** WHAT THE EXERCISE ASKS **
Set down all of the lines below exactly as they are given.

------

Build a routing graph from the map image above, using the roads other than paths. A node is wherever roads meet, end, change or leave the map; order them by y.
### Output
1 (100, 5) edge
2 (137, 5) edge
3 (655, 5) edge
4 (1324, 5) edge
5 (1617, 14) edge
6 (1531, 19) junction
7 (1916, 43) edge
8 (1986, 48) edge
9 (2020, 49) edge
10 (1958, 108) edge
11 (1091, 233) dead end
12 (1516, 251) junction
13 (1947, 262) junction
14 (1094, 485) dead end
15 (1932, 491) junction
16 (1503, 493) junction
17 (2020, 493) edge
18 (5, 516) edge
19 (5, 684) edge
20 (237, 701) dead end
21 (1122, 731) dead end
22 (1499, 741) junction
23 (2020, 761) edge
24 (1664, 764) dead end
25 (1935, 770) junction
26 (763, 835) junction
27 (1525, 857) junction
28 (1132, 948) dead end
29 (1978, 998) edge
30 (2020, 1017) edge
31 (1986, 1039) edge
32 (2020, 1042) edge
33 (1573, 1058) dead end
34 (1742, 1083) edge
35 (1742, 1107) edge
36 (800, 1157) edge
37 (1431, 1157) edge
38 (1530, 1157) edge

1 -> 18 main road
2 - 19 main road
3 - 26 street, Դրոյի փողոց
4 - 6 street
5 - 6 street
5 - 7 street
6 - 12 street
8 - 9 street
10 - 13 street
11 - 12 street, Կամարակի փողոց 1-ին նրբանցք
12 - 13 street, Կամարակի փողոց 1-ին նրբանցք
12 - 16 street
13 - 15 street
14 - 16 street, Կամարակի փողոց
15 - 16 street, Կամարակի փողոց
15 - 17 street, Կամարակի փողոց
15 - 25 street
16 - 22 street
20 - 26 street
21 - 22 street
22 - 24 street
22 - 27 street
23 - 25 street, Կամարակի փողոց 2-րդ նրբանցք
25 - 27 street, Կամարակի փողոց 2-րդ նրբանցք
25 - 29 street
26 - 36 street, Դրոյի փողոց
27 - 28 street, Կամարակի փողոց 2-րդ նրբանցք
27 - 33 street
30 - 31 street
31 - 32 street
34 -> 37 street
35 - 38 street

------

** ANSWER **
Build a routing graph from the map image above, using the roads other than paths. A node is wherever roads meet, end, change or leave the map; order them by y.
### Output
1 (100, 5) edge
2 (137, 5) edge
3 (655, 5) edge
4 (1324, 5) edge
5 (1617, 14) edge
6 (1531, 19) junction
7 (1916, 43) edge
8 (1986, 48) edge
9 (2020, 49) edge
10 (1958, 108) edge
11 (1091, 233) dead end
12 (1516, 251) junction
13 (1947, 262) junction
14 (1094, 485) dead end
15 (1932, 491) junction
16 (1503, 493) junction
17 (2020, 493) edge
18 (5, 516) edge
19 (5, 684) edge
20 (237, 701) dead end
21 (1122, 731) dead end
22 (1499, 741) junction
23 (2020, 761) edge
24 (1664, 764) dead end
25 (1935, 770) junction
26 (763, 835) junction
27 (1525, 857) junction
28 (1132, 948) dead end
29 (1978, 998) edge
30 (2020, 1017) edge
31 (1986, 1039) edge
32 (2020, 1042) edge
33 (1573, 1058) dead end
34 (1742, 1083) edge
35 (1742, 1107) edge
36 (800, 1157) edge
37 (1431, 1157) edge
38 (1530, 1157) edge

1 -> 18 main road
2 - 19 main road
3 - 26 street, Դրոյի փողոց
4 - 6 street
5 - 6 street
5 - 7 street
6 - 12 street
8 - 9 street
10 - 13 street
11 - 12 street, Կամարակի փողոց 1-ին նրբանցք
12 - 13 street, Կամարակի փողոց 1-ին նրբանցք
12 - 16 street
13 - 15 street
14 - 16 street, Կամարակի փողոց
15 - 16 street, Կամարակի փողոց
15 - 17 street, Կամարակի փողոց
15 - 25 street
16 - 22 street
20 - 26 street
21 - 22 street
22 - 24 street
22 - 27 street
23 - 25 street, Կամարակի փողոց 2-րդ նրբանցք
25 - 27 street, Կամարակի փողոց 2-րդ նրբանցք
25 - 29 street
26 - 36 street, Դրոյի փողոց
27 - 28 street, Կամարակի փողոց 2-րդ նրբանցք
27 - 33 street
30 - 31 street
31 - 32 street
34 -> 37 street
35 - 38 street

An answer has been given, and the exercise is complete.